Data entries
-------------------------

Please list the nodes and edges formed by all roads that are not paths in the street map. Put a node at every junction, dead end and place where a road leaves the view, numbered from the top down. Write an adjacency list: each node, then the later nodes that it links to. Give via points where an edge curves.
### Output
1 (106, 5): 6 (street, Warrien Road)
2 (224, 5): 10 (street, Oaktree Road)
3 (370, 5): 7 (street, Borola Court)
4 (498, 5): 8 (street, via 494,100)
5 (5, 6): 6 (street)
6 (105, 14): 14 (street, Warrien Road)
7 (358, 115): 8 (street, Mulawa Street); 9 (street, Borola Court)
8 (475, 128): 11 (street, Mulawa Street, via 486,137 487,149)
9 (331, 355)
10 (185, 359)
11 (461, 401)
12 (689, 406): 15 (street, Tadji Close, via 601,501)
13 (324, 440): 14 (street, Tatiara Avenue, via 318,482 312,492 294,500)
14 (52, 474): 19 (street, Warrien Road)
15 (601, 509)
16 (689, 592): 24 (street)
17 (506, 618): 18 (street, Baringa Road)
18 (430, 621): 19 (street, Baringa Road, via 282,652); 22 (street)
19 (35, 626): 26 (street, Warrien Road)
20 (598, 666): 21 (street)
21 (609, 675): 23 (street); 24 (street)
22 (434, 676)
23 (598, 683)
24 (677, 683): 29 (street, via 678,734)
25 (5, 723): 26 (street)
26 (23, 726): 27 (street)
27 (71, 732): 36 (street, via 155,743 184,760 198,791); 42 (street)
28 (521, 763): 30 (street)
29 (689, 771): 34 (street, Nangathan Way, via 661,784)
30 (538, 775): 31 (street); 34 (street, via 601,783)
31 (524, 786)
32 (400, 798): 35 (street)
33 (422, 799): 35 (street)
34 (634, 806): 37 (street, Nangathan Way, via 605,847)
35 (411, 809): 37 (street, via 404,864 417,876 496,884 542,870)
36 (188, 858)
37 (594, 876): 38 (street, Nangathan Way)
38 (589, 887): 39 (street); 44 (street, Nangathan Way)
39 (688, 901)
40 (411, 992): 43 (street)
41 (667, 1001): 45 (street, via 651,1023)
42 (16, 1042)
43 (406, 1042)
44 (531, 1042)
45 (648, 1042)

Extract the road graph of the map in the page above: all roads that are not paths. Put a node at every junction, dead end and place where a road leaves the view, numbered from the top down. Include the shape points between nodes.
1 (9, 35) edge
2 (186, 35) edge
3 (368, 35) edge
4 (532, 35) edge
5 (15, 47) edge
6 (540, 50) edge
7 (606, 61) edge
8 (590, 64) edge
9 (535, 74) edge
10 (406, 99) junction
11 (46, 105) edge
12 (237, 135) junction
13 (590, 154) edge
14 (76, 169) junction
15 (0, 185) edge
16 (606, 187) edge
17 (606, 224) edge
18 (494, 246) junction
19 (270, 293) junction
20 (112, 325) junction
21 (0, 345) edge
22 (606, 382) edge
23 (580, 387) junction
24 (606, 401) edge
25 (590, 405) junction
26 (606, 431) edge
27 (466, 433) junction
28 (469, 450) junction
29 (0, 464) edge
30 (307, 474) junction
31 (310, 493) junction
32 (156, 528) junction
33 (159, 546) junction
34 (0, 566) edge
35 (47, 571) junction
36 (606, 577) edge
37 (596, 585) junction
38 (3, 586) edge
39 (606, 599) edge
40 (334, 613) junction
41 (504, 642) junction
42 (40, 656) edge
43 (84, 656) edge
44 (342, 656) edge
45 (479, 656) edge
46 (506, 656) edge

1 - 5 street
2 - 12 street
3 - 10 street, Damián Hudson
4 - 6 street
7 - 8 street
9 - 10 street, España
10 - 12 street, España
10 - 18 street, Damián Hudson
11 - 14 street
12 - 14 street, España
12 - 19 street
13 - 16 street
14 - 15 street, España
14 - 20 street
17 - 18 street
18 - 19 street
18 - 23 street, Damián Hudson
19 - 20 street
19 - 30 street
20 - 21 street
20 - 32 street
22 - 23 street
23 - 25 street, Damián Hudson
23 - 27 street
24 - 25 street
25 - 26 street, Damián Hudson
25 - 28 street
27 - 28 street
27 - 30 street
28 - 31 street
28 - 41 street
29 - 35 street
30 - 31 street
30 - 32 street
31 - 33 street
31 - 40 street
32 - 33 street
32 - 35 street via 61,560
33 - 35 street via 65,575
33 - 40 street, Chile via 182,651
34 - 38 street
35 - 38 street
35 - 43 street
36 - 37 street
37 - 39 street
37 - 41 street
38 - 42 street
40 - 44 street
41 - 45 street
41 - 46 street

-------------------------

→ **Assignment**
Give back every entry above, complete and exact.

→ **Exercise result**
Please list the nodes and edges formed by all roads that are not paths in the street map. Put a node at every junction, dead end and place where a road leaves the view, numbered from the top down. Write an adjacency list: each node, then the later nodes that it links to. Give via points where an edge curves.
### Output
1 (106, 5): 6 (street, Warrien Road)
2 (224, 5): 10 (street, Oaktree Road)
3 (370, 5): 7 (street, Borola Court)
4 (498, 5): 8 (street, via 494,100)
5 (5, 6): 6 (street)
6 (105, 14): 14 (street, Warrien Road)
7 (358, 115): 8 (street, Mulawa Street); 9 (street, Borola Court)
8 (475, 128): 11 (street, Mulawa Street, via 486,137 487,149)
9 (331, 355)
10 (185, 359)
11 (461, 401)
12 (689, 406): 15 (street, Tadji Close, via 601,501)
13 (324, 440): 14 (street, Tatiara Avenue, via 318,482 312,492 294,500)
14 (52, 474): 19 (street, Warrien Road)
15 (601, 509)
16 (689, 592): 24 (street)
17 (506, 618): 18 (street, Baringa Road)
18 (430, 621): 19 (street, Baringa Road, via 282,652); 22 (street)
19 (35, 626): 26 (street, Warrien Road)
20 (598, 666): 21 (street)
21 (609, 675): 23 (street); 24 (street)
22 (434, 676)
23 (598, 683)
24 (677, 683): 29 (street, via 678,734)
25 (5, 723): 26 (street)
26 (23, 726): 27 (street)
27 (71, 732): 36 (street, via 155,743 184,760 198,791); 42 (street)
28 (521, 763): 30 (street)
29 (689, 771): 34 (street, Nangathan Way, via 661,784)
30 (538, 775): 31 (street); 34 (street, via 601,783)
31 (524, 786)
32 (400, 798): 35 (street)
33 (422, 799): 35 (street)
34 (634, 806): 37 (street, Nangathan Way, via 605,847)
35 (411, 809): 37 (street, via 404,864 417,876 496,884 542,870)
36 (188, 858)
37 (594, 876): 38 (street, Nangathan Way)
38 (589, 887): 39 (street); 44 (street, Nangathan Way)
39 (688, 901)
40 (411, 992): 43 (street)
41 (667, 1001): 45 (street, via 651,1023)
42 (16, 1042)
43 (406, 1042)
44 (531, 1042)
45 (648, 1042)

Extract the road graph of the map in the page above: all roads that are not paths. Put a node at every junction, dead end and place where a road leaves the view, numbered from the top down. Include the shape points between nodes.
1 (9, 35) edge
2 (186, 35) edge
3 (368, 35) edge
4 (532, 35) edge
5 (15, 47) edge
6 (540, 50) edge
7 (606, 61) edge
8 (590, 64) edge
9 (535, 74) edge
10 (406, 99) junction
11 (46, 105) edge
12 (237, 135) junction
13 (590, 154) edge
14 (76, 169) junction
15 (0, 185) edge
16 (606, 187) edge
17 (606, 224) edge
18 (494, 246) junction
19 (270, 293) junction
20 (112, 325) junction
21 (0, 345) edge
22 (606, 382) edge
23 (580, 387) junction
24 (606, 401) edge
25 (590, 405) junction
26 (606, 431) edge
27 (466, 433) junction
28 (469, 450) junction
29 (0, 464) edge
30 (307, 474) junction
31 (310, 493) junction
32 (156, 528) junction
33 (159, 546) junction
34 (0, 566) edge
35 (47, 571) junction
36 (606, 577) edge
37 (596, 585) junction
38 (3, 586) edge
39 (606, 599) edge
40 (334, 613) junction
41 (504, 642) junction
42 (40, 656) edge
43 (84, 656) edge
44 (342, 656) edge
45 (479, 656) edge
46 (506, 656) edge

1 - 5 street
2 - 12 street
3 - 10 street, Damián Hudson
4 - 6 street
7 - 8 street
9 - 10 street, España
10 - 12 street, España
10 - 18 street, Damián Hudson
11 - 14 street
12 - 14 street, España
12 - 19 street
13 - 16 street
14 - 15 street, España
14 - 20 street
17 - 18 street
18 - 19 street
18 - 23 street, Damián Hudson
19 - 20 street
19 - 30 street
20 - 21 street
20 - 32 street
22 - 23 street
23 - 25 street, Damián Hudson
23 - 27 street
24 - 25 street
25 - 26 street, Damián Hudson
25 - 28 street
27 - 28 street
27 - 30 street
28 - 31 street
28 - 41 street
29 - 35 street
30 - 31 street
30 - 32 street
31 - 33 street
31 - 40 street
32 - 33 street
32 - 35 street via 61,560
33 - 35 street via 65,575
33 - 40 street, Chile via 182,651
34 - 38 street
35 - 38 street
35 - 43 street
36 - 37 street
37 - 39 street
37 - 41 street
38 - 42 street
40 - 44 street
41 - 45 street
41 - 46 street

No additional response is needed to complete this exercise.